(SUPPLIED DATA begins)
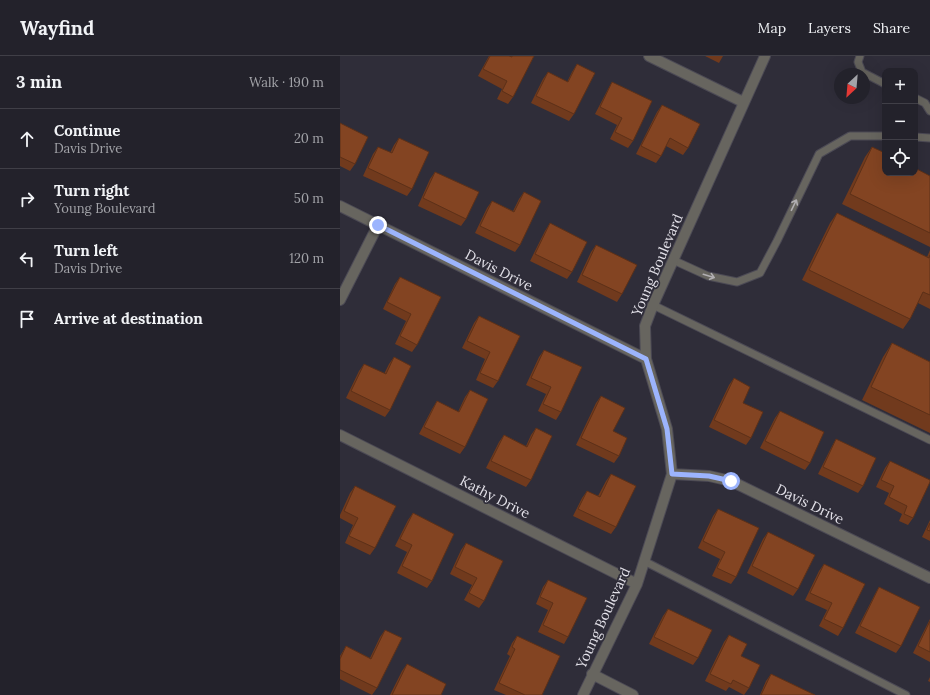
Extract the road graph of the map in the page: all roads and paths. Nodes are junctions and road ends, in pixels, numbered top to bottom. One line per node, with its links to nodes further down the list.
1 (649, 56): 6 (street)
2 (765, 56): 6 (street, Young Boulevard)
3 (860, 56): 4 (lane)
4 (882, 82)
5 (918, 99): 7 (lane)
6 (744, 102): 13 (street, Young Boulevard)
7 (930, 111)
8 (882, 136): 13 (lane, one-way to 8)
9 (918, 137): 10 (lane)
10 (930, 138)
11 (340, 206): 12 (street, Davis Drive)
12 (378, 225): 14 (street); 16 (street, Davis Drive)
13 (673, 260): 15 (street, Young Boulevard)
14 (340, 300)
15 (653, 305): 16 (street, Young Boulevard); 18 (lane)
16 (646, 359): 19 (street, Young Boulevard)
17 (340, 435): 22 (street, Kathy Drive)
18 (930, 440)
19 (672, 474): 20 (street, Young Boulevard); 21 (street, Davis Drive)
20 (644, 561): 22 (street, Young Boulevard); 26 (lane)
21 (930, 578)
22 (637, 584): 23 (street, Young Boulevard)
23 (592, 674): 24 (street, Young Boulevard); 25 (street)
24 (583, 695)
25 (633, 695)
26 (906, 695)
(SUPPLIED DATA ends)
Restate the records in full and word for word, but keep the pictures out.

## ANSWER AREA:
Extract the road graph of the map in the page: all roads and paths. Nodes are junctions and road ends, in pixels, numbered top to bottom. One line per node, with its links to nodes further down the list.
1 (649, 56): 6 (street)
2 (765, 56): 6 (street, Young Boulevard)
3 (860, 56): 4 (lane)
4 (882, 82)
5 (918, 99): 7 (lane)
6 (744, 102): 13 (street, Young Boulevard)
7 (930, 111)
8 (882, 136): 13 (lane, one-way to 8)
9 (918, 137): 10 (lane)
10 (930, 138)
11 (340, 206): 12 (street, Davis Drive)
12 (378, 225): 14 (street); 16 (street, Davis Drive)
13 (673, 260): 15 (street, Young Boulevard)
14 (340, 300)
15 (653, 305): 16 (street, Young Boulevard); 18 (lane)
16 (646, 359): 19 (street, Young Boulevard)
17 (340, 435): 22 (street, Kathy Drive)
18 (930, 440)
19 (672, 474): 20 (street, Young Boulevard); 21 (street, Davis Drive)
20 (644, 561): 22 (street, Young Boulevard); 26 (lane)
21 (930, 578)
22 (637, 584): 23 (street, Young Boulevard)
23 (592, 674): 24 (street, Young Boulevard); 25 (street)
24 (583, 695)
25 (633, 695)
26 (906, 695)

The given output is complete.